*** Material provided Section Begins ***

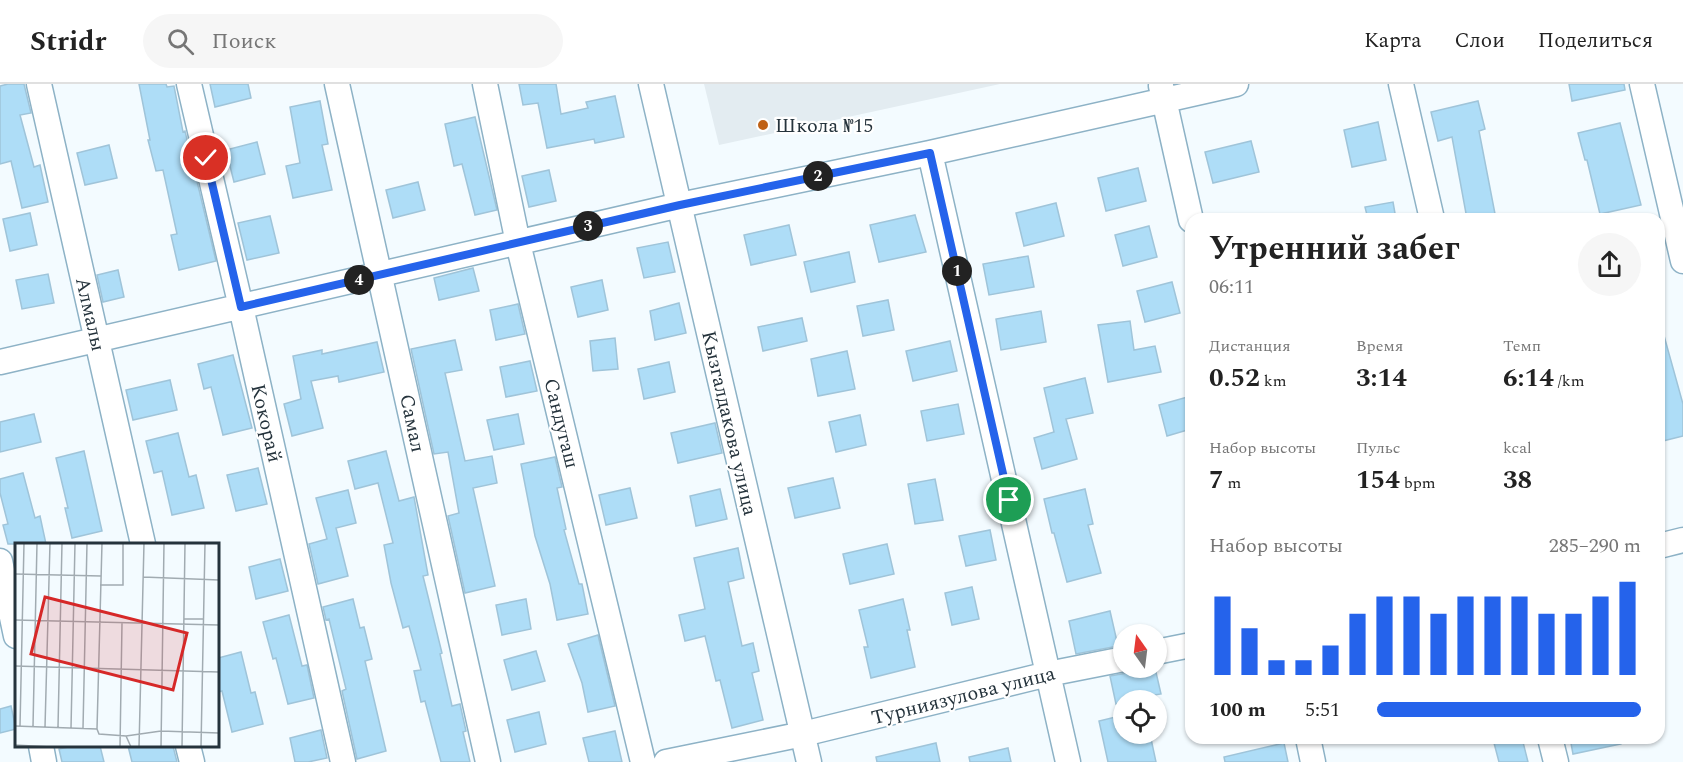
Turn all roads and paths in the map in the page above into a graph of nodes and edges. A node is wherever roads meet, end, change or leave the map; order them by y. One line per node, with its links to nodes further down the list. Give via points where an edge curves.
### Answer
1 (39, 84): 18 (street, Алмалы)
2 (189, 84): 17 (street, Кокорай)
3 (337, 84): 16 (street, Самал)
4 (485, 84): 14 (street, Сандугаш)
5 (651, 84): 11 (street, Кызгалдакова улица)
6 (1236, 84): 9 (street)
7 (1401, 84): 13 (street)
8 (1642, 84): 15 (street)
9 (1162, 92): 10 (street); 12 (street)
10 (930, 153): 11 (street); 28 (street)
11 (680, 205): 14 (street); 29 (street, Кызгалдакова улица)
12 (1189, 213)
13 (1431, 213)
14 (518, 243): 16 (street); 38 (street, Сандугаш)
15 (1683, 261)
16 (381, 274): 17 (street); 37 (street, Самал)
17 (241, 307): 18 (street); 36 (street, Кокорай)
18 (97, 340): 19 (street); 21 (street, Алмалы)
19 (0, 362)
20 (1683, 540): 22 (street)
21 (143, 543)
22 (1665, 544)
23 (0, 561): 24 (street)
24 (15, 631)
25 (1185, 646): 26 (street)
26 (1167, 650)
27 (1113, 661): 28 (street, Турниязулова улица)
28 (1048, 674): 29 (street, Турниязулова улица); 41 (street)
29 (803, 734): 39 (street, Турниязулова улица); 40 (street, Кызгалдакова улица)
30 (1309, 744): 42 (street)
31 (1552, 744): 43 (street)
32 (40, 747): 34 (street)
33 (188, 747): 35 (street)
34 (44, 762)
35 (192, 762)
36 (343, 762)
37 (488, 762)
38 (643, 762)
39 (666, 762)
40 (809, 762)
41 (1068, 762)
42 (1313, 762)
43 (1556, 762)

*** Material provided Section Ends ***

» Task directions
Copy out the material above in full and exactly; its pictures are not to appear.

» Problem solution
Turn all roads and paths in the map in the page above into a graph of nodes and edges. A node is wherever roads meet, end, change or leave the map; order them by y. One line per node, with its links to nodes further down the list. Give via points where an edge curves.
### Answer
1 (39, 84): 18 (street, Алмалы)
2 (189, 84): 17 (street, Кокорай)
3 (337, 84): 16 (street, Самал)
4 (485, 84): 14 (street, Сандугаш)
5 (651, 84): 11 (street, Кызгалдакова улица)
6 (1236, 84): 9 (street)
7 (1401, 84): 13 (street)
8 (1642, 84): 15 (street)
9 (1162, 92): 10 (street); 12 (street)
10 (930, 153): 11 (street); 28 (street)
11 (680, 205): 14 (street); 29 (street, Кызгалдакова улица)
12 (1189, 213)
13 (1431, 213)
14 (518, 243): 16 (street); 38 (street, Сандугаш)
15 (1683, 261)
16 (381, 274): 17 (street); 37 (street, Самал)
17 (241, 307): 18 (street); 36 (street, Кокорай)
18 (97, 340): 19 (street); 21 (street, Алмалы)
19 (0, 362)
20 (1683, 540): 22 (street)
21 (143, 543)
22 (1665, 544)
23 (0, 561): 24 (street)
24 (15, 631)
25 (1185, 646): 26 (street)
26 (1167, 650)
27 (1113, 661): 28 (street, Турниязулова улица)
28 (1048, 674): 29 (street, Турниязулова улица); 41 (street)
29 (803, 734): 39 (street, Турниязулова улица); 40 (street, Кызгалдакова улица)
30 (1309, 744): 42 (street)
31 (1552, 744): 43 (street)
32 (40, 747): 34 (street)
33 (188, 747): 35 (street)
34 (44, 762)
35 (192, 762)
36 (343, 762)
37 (488, 762)
38 (643, 762)
39 (666, 762)
40 (809, 762)
41 (1068, 762)
42 (1313, 762)
43 (1556, 762)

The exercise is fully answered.